Locals warned against using polluted Athi water

People living along River Athi were yesterday warned against using its water which has turned green due to pollution.

Area leaders, who included Yatta MP Francis Mwangangi and Machakos Minority Leader Thomas Kasoa, said the water was not fit for human consumption and would be dangerously harmful for any user due to the sewage and industrial chemicals channelled into it.

The leaders said those still living on the river islands were in danger of drowning. Residents have been evacuated by choppers in the past after the river flooded following heavy rainfall.

Speaking separately, the leaders said dead fish were seen floating in the river, an indication the water was lethally polluted.

Mr Mwangangi said a majority of his constituents depended on the river water that was now unfit for human consumption.

"It is high time the national government in collaboration with the county solved this problem once and for all to cushion residents from the danger of consuming unhealthy water," the lawmaker said.

Mr Kasoa gave the Nairobi and Kiambu county governments 21 days to explain why they were directing their waste into the river failure to which he would sue them.

He said people living along the river from Matungulu and Mwalam sub-counties all the way to parts of Makueni County depended on the river water for domestic use.

Kasoa said this as he toured the river that cuts across his Mbiuni Kathama ward where residents woke up to the sight of green water that had a choking smell.

The politician vowed to use everything at his disposal, including the courts to tackle the matter in a bid to seek justice for the affected families.
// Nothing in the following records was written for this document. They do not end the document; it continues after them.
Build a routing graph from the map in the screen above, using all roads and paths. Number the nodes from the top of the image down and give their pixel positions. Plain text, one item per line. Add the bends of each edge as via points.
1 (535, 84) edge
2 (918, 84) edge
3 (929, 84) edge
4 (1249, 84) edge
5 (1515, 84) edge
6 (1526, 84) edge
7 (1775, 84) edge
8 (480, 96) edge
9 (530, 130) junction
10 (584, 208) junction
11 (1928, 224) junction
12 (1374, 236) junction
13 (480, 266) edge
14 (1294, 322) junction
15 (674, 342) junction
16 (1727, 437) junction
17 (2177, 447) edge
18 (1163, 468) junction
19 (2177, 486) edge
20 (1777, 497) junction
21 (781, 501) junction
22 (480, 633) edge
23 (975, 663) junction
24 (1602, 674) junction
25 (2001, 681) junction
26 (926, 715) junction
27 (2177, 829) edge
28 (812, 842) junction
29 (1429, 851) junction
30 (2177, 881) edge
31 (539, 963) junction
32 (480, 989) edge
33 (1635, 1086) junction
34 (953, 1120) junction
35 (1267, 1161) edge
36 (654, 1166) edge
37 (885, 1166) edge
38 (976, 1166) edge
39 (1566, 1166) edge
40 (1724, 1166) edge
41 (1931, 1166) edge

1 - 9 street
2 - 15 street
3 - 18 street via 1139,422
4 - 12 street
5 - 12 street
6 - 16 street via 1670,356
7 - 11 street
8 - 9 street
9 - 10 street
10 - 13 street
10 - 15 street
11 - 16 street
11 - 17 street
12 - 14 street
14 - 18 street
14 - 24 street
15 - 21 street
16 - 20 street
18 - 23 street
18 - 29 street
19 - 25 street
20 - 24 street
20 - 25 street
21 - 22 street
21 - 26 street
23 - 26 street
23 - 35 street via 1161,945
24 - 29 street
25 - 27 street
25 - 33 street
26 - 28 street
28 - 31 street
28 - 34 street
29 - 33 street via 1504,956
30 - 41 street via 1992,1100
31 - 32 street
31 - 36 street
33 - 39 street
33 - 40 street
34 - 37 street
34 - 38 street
"Many of my people have fallen sick after using the water. This has been happening year-in-year-out yet no attention is drawn against the vice," said Mwangangi.

He said boreholes that were dug in the area using the Constituency Development Fund were not enough to eradicate water shortage in the area.

Mwangangi urged leaders in the affected areas to team up and fight for the welfare of the river that has been the only source of water for a majority of locals.

He accused the Ministry of Water and Irrigation and the National Environmental Management Authority of doing little or nothing to address the matter.

"How can such Government institutions keep quiet and do nothing while hundreds of thousands of citizens are being subjected to unhealthy conditions?" he asked.

The MP, however, thanked the national government for funding the multi-billion-shilling Yatta Water Canal and the proposed Yatta Dam that would drastically reduce water shortage in the area.

He also commended the national government for evacuating families that were trapped on some islands along the river during the long rains last year.